--- RECORDS SUPPLIED ---

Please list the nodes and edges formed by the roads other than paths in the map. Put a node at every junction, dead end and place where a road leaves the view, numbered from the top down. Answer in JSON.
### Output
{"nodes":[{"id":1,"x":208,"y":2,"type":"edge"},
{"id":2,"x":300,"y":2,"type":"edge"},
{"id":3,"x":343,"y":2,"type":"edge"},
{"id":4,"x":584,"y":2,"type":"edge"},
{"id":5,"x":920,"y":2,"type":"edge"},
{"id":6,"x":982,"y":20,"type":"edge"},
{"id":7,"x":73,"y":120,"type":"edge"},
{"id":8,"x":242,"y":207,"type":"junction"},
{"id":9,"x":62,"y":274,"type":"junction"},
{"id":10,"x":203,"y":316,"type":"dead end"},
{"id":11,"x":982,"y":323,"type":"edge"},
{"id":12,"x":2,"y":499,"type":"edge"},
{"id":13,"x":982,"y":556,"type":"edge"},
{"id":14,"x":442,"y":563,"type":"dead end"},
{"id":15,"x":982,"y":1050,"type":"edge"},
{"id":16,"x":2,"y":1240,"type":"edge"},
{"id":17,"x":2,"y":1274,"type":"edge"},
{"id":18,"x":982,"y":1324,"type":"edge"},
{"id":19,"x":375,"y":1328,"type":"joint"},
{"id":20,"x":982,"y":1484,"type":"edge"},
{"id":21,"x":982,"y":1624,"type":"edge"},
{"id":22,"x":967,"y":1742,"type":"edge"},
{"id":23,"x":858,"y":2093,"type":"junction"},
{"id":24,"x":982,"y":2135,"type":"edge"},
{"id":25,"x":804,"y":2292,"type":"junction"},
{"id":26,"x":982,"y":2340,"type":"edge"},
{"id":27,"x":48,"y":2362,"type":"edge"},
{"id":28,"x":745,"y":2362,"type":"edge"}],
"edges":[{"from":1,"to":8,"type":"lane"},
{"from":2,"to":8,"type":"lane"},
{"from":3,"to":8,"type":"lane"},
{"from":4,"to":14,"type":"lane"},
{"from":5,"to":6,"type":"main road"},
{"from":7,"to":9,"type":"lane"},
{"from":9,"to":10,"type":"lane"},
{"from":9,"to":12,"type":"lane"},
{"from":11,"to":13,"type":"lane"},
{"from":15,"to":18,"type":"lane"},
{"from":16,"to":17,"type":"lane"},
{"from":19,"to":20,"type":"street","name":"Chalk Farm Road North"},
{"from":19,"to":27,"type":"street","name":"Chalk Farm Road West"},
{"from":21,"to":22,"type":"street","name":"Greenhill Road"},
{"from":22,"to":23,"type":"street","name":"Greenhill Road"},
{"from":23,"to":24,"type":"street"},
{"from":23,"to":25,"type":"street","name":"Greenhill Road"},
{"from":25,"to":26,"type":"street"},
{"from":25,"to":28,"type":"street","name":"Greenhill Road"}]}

* * *

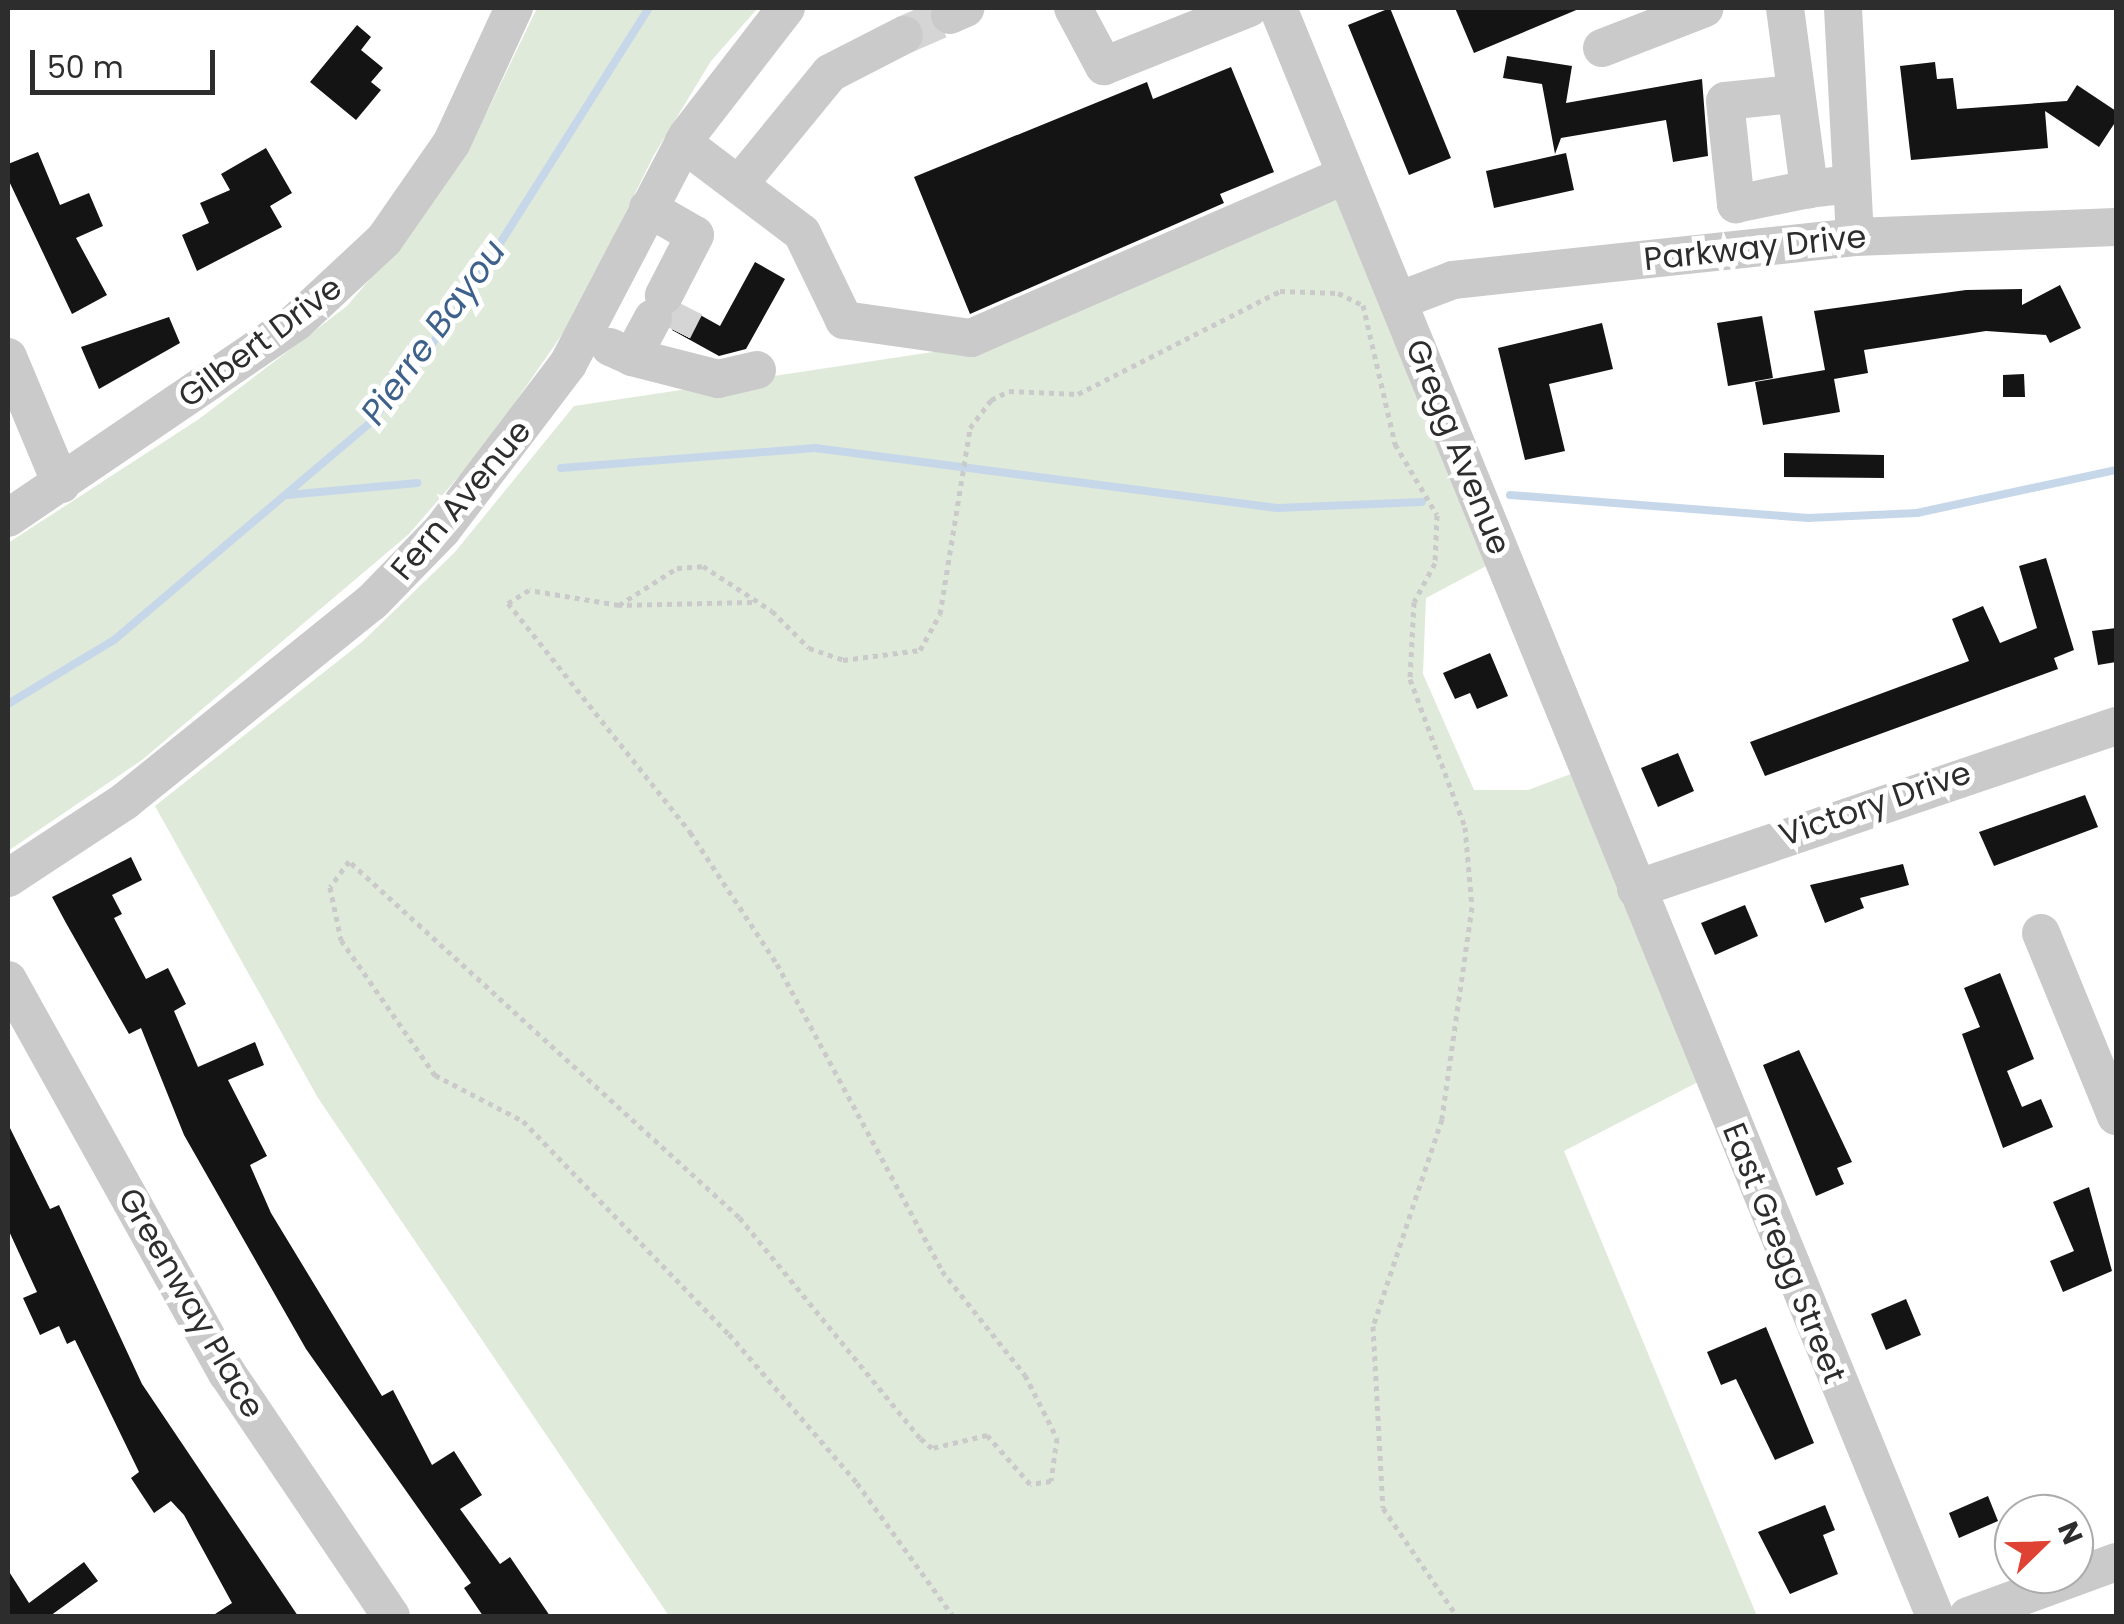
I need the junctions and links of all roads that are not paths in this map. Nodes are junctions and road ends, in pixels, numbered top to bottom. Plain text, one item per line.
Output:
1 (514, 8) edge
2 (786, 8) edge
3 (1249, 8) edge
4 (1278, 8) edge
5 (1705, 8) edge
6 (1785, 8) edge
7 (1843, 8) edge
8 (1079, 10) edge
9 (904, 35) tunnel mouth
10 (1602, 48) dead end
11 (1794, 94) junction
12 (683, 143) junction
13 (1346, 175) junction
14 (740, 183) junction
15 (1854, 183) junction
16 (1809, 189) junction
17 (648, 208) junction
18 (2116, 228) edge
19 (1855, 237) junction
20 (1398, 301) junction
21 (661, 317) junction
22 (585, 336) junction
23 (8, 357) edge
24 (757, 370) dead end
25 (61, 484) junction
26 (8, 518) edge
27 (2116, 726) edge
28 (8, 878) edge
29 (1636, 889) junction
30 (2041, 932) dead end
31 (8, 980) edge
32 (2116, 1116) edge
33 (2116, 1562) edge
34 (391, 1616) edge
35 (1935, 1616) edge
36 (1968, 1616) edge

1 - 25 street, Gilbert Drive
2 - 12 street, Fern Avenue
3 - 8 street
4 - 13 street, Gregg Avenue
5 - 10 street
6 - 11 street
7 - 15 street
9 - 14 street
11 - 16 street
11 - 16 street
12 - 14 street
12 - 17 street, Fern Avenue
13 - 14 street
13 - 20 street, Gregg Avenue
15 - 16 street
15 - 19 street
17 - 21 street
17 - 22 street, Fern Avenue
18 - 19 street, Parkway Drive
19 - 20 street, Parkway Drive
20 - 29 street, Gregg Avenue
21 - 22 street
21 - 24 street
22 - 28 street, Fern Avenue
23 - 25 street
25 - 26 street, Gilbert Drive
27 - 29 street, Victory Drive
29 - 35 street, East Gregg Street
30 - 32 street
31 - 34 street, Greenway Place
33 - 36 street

==

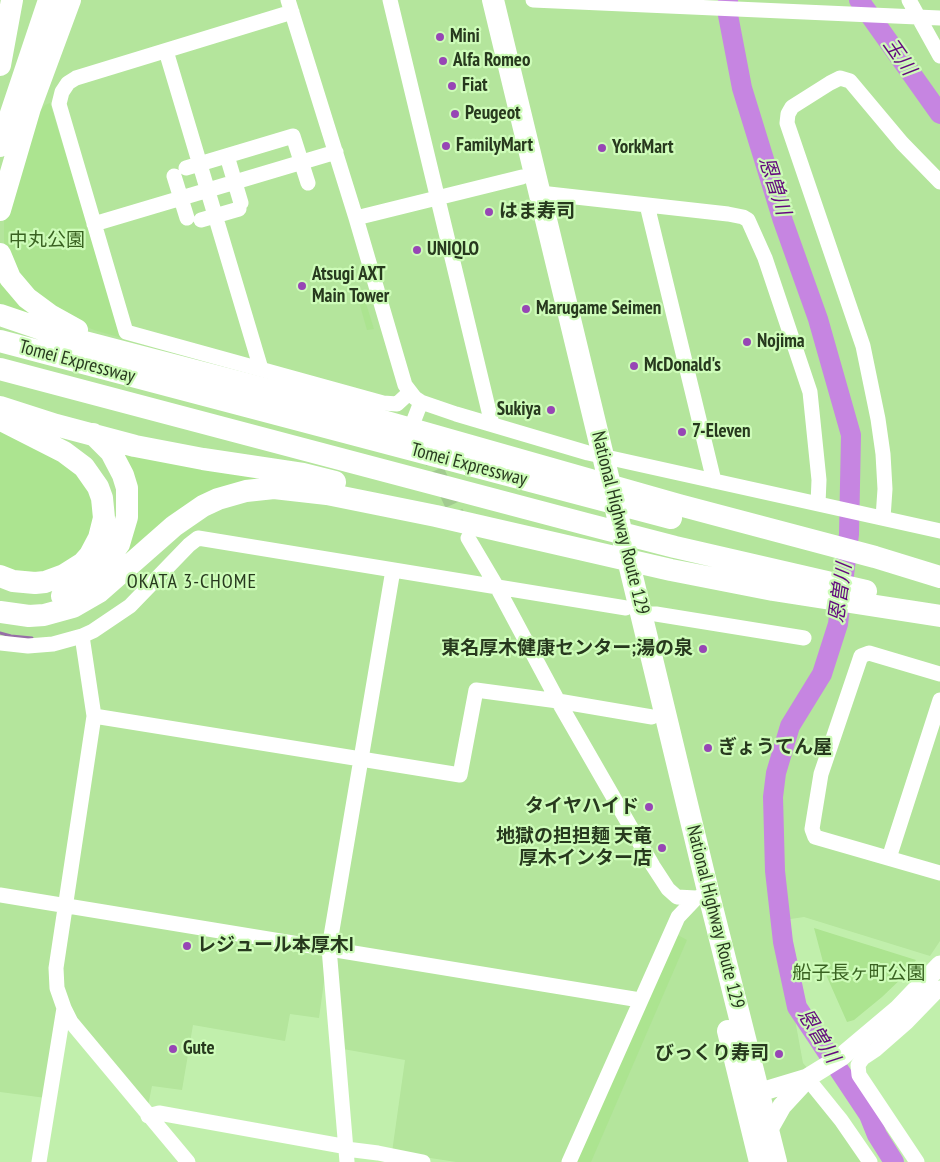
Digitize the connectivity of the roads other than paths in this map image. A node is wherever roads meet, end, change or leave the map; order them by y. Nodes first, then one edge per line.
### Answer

--- THE TASK ---
The lines in the records above that include the word "Answer" must be copied out.

--- SOLUTION TO THE EXERCISE ---
Please list the nodes and edges formed by the roads other than paths in the map. Put a node at every junction, dead end and place where a road leaves the view, numbered from the top down. Answer in JSON.
### Answer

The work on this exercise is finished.